How to find out the Inverse Laplace transform of following expression?

Question

I am given with the expression $$\bigg(\frac{a^2}{s+\sqrt{s^2-a^2}}\bigg)^j$$ where $a$ is a constant, and $j = 1, 2, \ldots$. I want to find out the inverse laplace transform of above expression. Answer is given in terms of modified Bessel's Function of First kind.

Answer 1

Re Jack's comment, it isn't terribly hard to find the ILT if you are comfortable with complex integration and Cauchy's theorem. I will discuss this below.

The inverse Laplace transform (ILT) is given by the following expression:

$$f(t) = \frac1{i 2 \pi} \int_{c-i \infty}^{c+i \infty} ds \, \left (s-\sqrt{s^2-a^2} \right )^n \, e^{s t}$$

where $c$ is greater than the real part of the right-most singularity of the integrand in the complex plane. Note that I simplified the given Laplace transform to be inverted.

To evaluate this integral, consider the following complex contour integral:

$$\oint_C dz \, \left (z-\sqrt{z^2-a^2} \right )^n \, e^{z t}$$

where $C$ is the following contour:

By Cauchy's theorem, this contour integral is zero because there are no singularities inside of $C$. We will use this fact to determine the ILT in terms of real integrals.

The integral over the vertical line on the right of $C$ becomes the ILT as the extent of the line (and the corresponding circular arcs to the left of the line) increases without bound. In this limit, when $t \gt 0$, the integral over the large circular arcs will vanish and therefore can be neglected.

Note that the square root in the integrand introduces branch point singularities at $z=\pm a$. We address this by defining branch cuts along the real axis, one along $(-\infty,-a]$ corresponding to the branch point $z=-a$, and another along $(-\infty,a]$, corresponding to the branch point $z=a$. Note that the overlap of the two branch cuts along $(-\infty,-a]$ (assuming $a \gt 0$) will cause cancellations later on.

As for the small semicircular detours around the branch points, these will vanish as the radius of these detours goes to zero.
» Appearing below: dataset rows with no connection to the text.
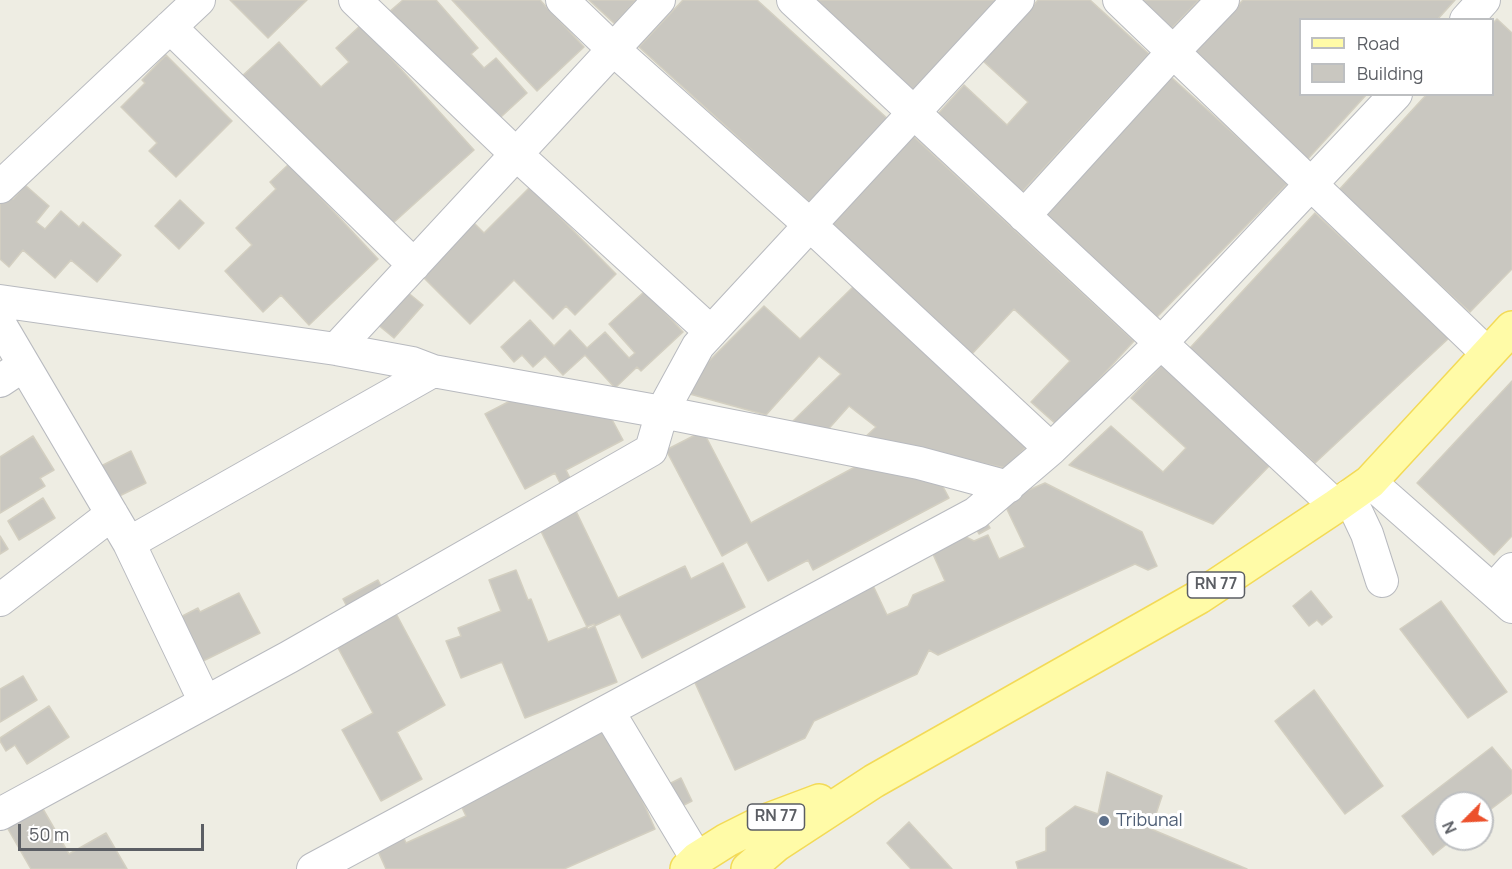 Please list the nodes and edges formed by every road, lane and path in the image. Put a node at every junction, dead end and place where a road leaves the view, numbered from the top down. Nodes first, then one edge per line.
1 (199, 0) edge
2 (355, 0) edge
3 (562, 0) edge
4 (659, 0) edge
5 (793, 0) edge
6 (1018, 0) edge
7 (1119, 0) edge
8 (1223, 0) edge
9 (1484, 0) edge
10 (1468, 18) edge
11 (170, 27) junction
12 (613, 49) junction
13 (1173, 52) junction
14 (1394, 96) edge
15 (914, 113) junction
16 (516, 154) junction
17 (1312, 184) junction
18 (0, 186) edge
19 (1024, 216) junction
20 (810, 225) junction
21 (414, 265) junction
22 (0, 302) edge
23 (0, 324) edge
24 (1512, 328) edge
25 (711, 332) junction
26 (1161, 342) junction
27 (336, 349) junction
28 (1488, 354) junction
29 (433, 371) junction
30 (12, 373) edge
31 (662, 412) junction
32 (1051, 449) junction
33 (1008, 486) junction
34 (1352, 494) junction
35 (112, 514) junction
36 (129, 543) junction
37 (1382, 581) dead end
38 (1506, 589) edge
39 (0, 600) edge
40 (205, 702) junction
41 (608, 711) junction
42 (874, 781) junction
43 (0, 814) edge
44 (692, 864) edge
45 (313, 869) edge
46 (748, 869) edge

1 - 11 street
2 - 16 street
3 - 12 street
4 - 12 street
5 - 15 street
6 - 15 street
7 - 13 street
8 - 13 street
9 - 10 street
11 - 18 street
11 - 21 street
12 - 16 street
12 - 20 street
13 - 17 street
13 - 19 street
14 - 17 street
15 - 19 street
15 - 20 street
16 - 21 street
16 - 25 street
17 - 26 street
17 - 28 street
19 - 26 street
20 - 25 street
20 - 32 street
21 - 27 street
22 - 27 street
23 - 30 street
24 - 28 main road, RN 77
25 - 31 street
26 - 32 street
26 - 34 street
27 - 29 street
28 - 34 main road, RN 77
29 - 31 street
29 - 36 street
30 - 35 street
31 - 33 street
31 - 40 street
32 - 33 street
33 - 41 street
34 - 37 street
34 - 38 street
34 - 42 main road, RN 77
35 - 36 street
35 - 39 street
36 - 40 street
40 - 43 street
41 - 44 street
41 - 45 street
42 - 44 main road, RN 77
42 - 46 main road, RN 77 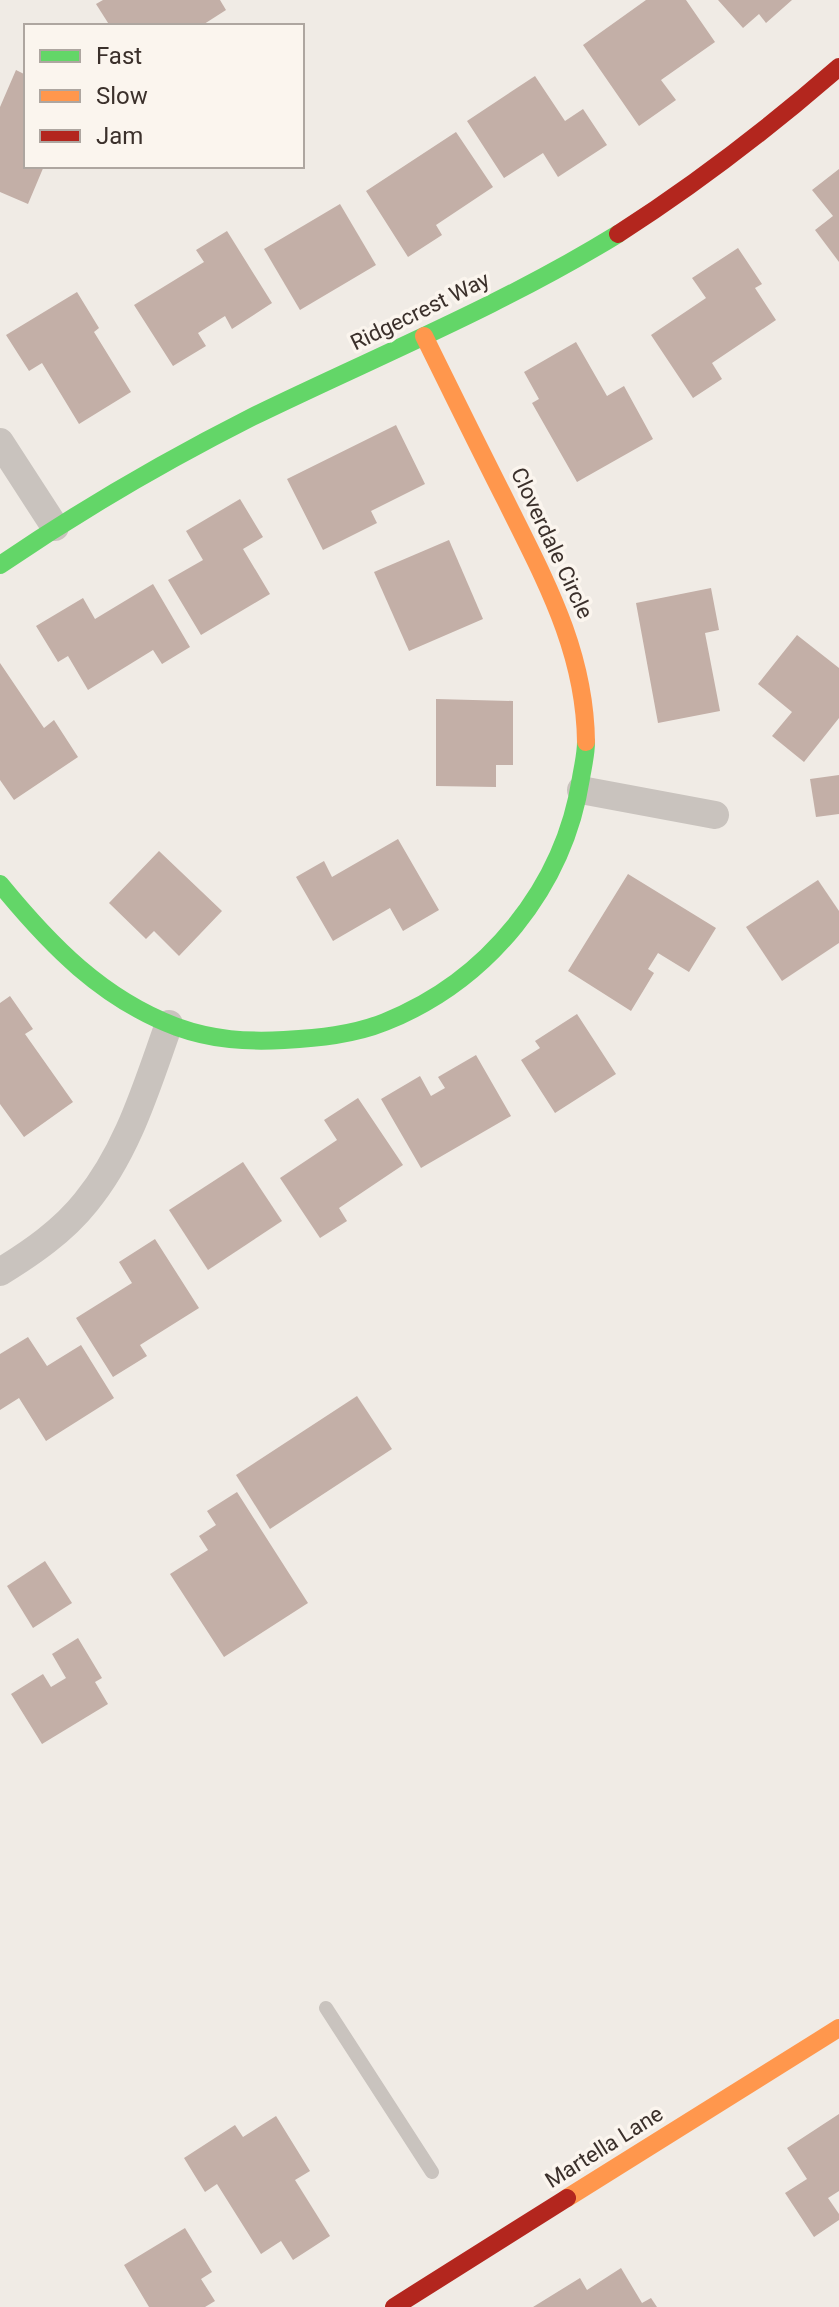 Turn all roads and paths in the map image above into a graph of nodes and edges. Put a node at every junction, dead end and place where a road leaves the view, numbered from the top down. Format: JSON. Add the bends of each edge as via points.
{"nodes":[{"id":1,"x":839,"y":67,"type":"edge"},
{"id":2,"x":424,"y":336,"type":"junction"},
{"id":3,"x":0,"y":442,"type":"edge"},
{"id":4,"x":55,"y":527,"type":"junction"},
{"id":5,"x":0,"y":565,"type":"edge"},
{"id":6,"x":581,"y":790,"type":"junction"},
{"id":7,"x":715,"y":815,"type":"dead end"},
{"id":8,"x":0,"y":884,"type":"edge"},
{"id":9,"x":169,"y":1024,"type":"junction"},
{"id":10,"x":0,"y":1272,"type":"edge"},
{"id":11,"x":326,"y":2008,"type":"dead end"},
{"id":12,"x":839,"y":2028,"type":"edge"},
{"id":13,"x":432,"y":2172,"type":"dead end"},
{"id":14,"x":394,"y":2307,"type":"edge"}],
"edges":[{"from":1,"to":2,"type":"street","name":"Ridgecrest Way","via":[[712,171],[623,231]]},
{"from":2,"to":4,"type":"street","name":"Ridgecrest Way","via":[[209,438]]},
{"from":2,"to":6,"type":"street","name":"Cloverdale Circle","via":[[574,646],[587,745]]},
{"from":3,"to":4,"type":"street"},
{"from":4,"to":5,"type":"street","name":"Ridgecrest Way"},
{"from":6,"to":7,"type":"street"},
{"from":6,"to":9,"type":"street","name":"Cloverdale Circle","via":[[569,833],[528,914],[496,952],[453,989],[401,1017],[343,1036],[288,1043],[217,1039]]},
{"from":8,"to":9,"type":"street","name":"Cloverdale Circle","via":[[87,979]]},
{"from":9,"to":10,"type":"street","via":[[108,1172],[51,1238]]},
{"from":11,"to":13,"type":"lane"},
{"from":12,"to":14,"type":"street","name":"Martella Lane"}]}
Accordingly, we may neglect these integrals. We therefore write the contour integral out as

$$\int_{c-i \infty}^{c+i \infty} ds \, \left (s-\sqrt{s^2-a^2} \right )^n \, e^{s t} + e^{i \pi} \int_{\infty}^a dx \, \left (-x-\sqrt{x^2-a^2} \right )^n \, e^{-x t} \\ + \int_{-a}^a dx \, \left (x-i \sqrt{a^2-x^2} \right )^n \, e^{-x t} + \int_a^{-a} dx \, \left (x+i \sqrt{a^2-x^2} \right )^n \, e^{-x t}\\ + e^{-i \pi} \int_a^{\infty} dx \, \left (-x-\sqrt{x^2-a^2} \right )^n \, e^{-x t} = 0$$

Note that the second and fifth integrals cancel because the value of the square root does not vary with branch cut in that integration region (i.e., the branch cut overlap). Thus, we are left with the first integral - which will become the ILT - and the third and fourth integrals. Rearranging and manipulating the resulting integrand, we have the following expression for the ILT:

$$\begin{align}\frac1{i 2 \pi} \int_{c-i \infty}^{c+i \infty} ds \, \left (s-\sqrt{s^2-a^2} \right )^n \, e^{s t} &= \frac1{\pi} \operatorname{Im}{\int_{-a}^a dx \, \left (x+i \sqrt{a^2-x^2} \right )^n \, e^{-x t}} \\ &= \frac{a^{n+1}}{\pi} \int_0^\pi d\theta \, \sin{\theta}\, \sin{(n \theta)} \, e^{-a t \cos{\theta}} \\ &= \frac{a^{n+1}}{2 \pi} \int_0^\pi d\theta \, [\cos{((n-1) \theta)}-\cos{((n+1) \theta)}] \, e^{-a t \cos{\theta}} \\ &= \frac{a^{n+1}}{2} \left [I_{n-1}(a t) - I_{n+1}(a t) \right ] \end{align}$$

Finally, using the Bessel function identity $I_{n-1}(y) - I_{n+1}(y) = \frac{2 n}{y} I_n(y)$, we have for the ILT, $t \gt 0$:

$$f(t) = \frac1{i 2 \pi} \int_{c-i \infty}^{c+i \infty} ds \, \left (s-\sqrt{s^2-a^2} \right )^n \, e^{s t} = n a^n \frac{I_n(a t)}{t} $$

When $t \lt 0$, we need to close the contour to the right of the vertical line. There, there are no singularities of the integrand, so the integral - and the ILT - is zero by Cauchy's theorem.